Work item:
Below is a listing. Copy each line of it that holds the word "Right".

Provided data section start

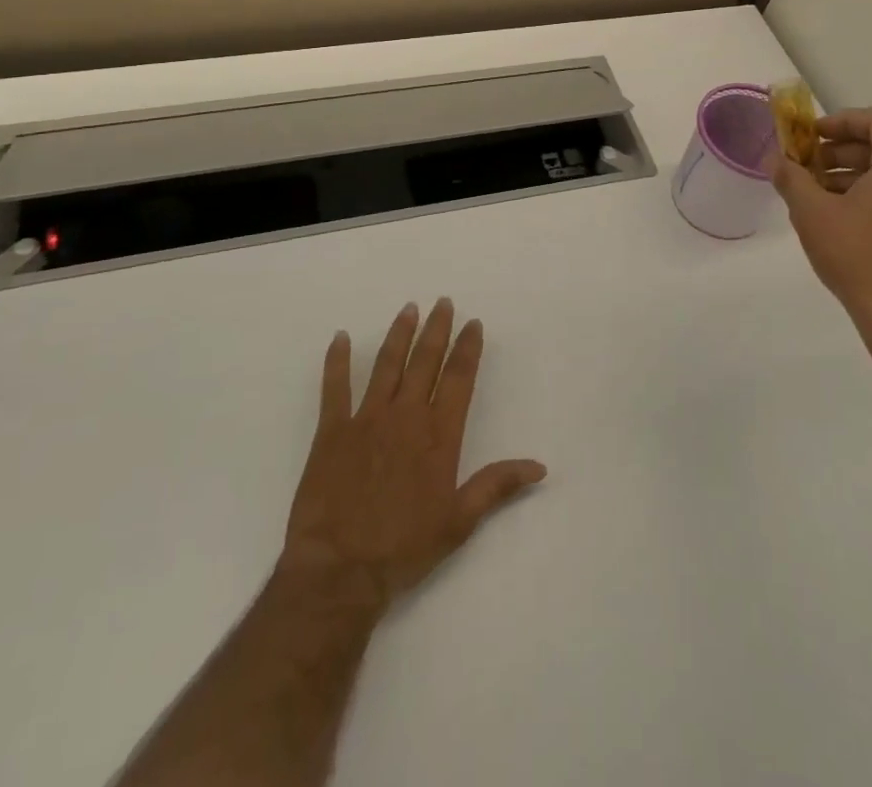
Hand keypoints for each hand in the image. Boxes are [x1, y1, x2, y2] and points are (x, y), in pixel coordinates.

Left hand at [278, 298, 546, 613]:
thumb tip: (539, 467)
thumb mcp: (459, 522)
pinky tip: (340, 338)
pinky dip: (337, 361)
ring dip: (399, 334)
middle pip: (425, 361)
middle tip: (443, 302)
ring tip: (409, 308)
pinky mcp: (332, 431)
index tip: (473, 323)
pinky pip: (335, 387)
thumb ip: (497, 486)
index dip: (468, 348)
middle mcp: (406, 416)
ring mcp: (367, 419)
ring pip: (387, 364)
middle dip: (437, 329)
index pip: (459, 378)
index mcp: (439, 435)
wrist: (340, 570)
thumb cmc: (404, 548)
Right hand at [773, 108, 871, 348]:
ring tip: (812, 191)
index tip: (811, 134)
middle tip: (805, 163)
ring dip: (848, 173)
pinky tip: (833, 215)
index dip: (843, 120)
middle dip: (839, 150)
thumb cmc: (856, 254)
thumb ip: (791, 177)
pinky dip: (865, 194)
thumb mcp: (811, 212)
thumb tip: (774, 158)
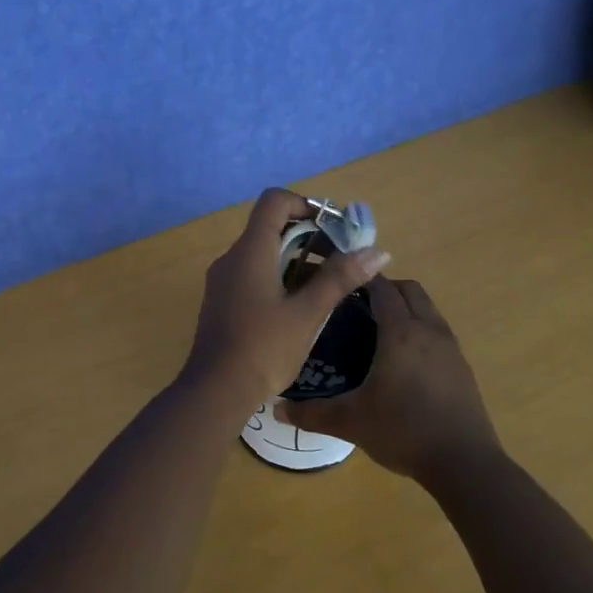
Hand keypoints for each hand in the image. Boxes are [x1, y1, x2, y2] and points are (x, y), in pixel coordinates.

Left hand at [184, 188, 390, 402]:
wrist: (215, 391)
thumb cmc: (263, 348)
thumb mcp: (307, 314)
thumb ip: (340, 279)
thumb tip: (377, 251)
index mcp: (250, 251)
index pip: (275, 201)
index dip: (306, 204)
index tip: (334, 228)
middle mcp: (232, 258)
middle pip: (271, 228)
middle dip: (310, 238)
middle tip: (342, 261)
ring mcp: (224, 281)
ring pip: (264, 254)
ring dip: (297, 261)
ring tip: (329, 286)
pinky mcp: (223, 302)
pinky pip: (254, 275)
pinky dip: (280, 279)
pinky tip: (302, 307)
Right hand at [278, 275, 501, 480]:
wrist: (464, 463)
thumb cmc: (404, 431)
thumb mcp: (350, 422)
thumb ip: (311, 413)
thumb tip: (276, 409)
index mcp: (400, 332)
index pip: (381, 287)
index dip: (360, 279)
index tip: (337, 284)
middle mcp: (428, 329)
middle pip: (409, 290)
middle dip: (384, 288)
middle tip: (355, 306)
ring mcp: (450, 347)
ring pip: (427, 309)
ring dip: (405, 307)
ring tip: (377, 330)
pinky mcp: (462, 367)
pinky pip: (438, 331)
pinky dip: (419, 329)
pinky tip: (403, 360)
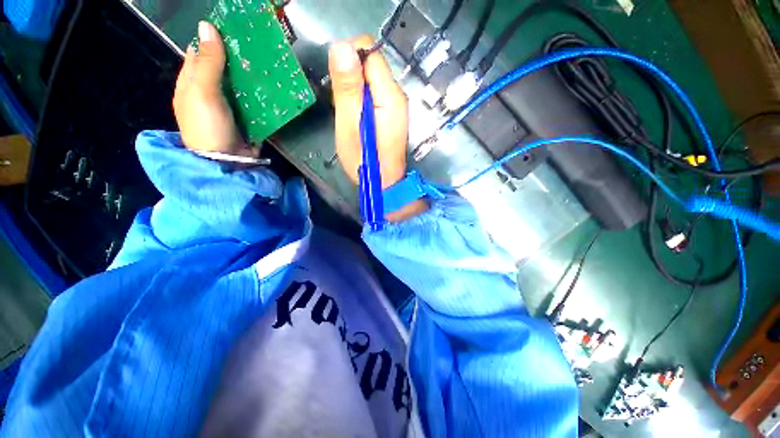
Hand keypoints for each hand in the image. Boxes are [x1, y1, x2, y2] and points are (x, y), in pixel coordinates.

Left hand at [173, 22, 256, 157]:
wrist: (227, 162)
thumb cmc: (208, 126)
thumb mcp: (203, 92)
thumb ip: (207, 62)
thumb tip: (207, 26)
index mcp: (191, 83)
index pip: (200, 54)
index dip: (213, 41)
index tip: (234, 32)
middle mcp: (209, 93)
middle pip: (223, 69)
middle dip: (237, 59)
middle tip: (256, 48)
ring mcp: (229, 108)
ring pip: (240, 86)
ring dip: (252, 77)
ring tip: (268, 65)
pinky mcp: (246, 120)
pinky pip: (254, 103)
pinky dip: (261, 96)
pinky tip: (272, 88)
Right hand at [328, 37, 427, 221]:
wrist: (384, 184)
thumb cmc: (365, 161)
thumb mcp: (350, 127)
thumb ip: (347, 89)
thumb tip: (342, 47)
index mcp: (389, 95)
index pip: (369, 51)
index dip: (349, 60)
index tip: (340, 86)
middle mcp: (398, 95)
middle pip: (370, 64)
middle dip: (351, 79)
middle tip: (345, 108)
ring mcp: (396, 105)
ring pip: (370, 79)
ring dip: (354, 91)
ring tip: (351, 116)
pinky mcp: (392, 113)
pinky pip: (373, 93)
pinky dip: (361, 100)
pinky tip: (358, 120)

Provided data section end

Reply:
Right hand at [773, 108, 871, 348]:
Right hand at [278, 275, 501, 480]:
Right hand at [328, 37, 427, 221]:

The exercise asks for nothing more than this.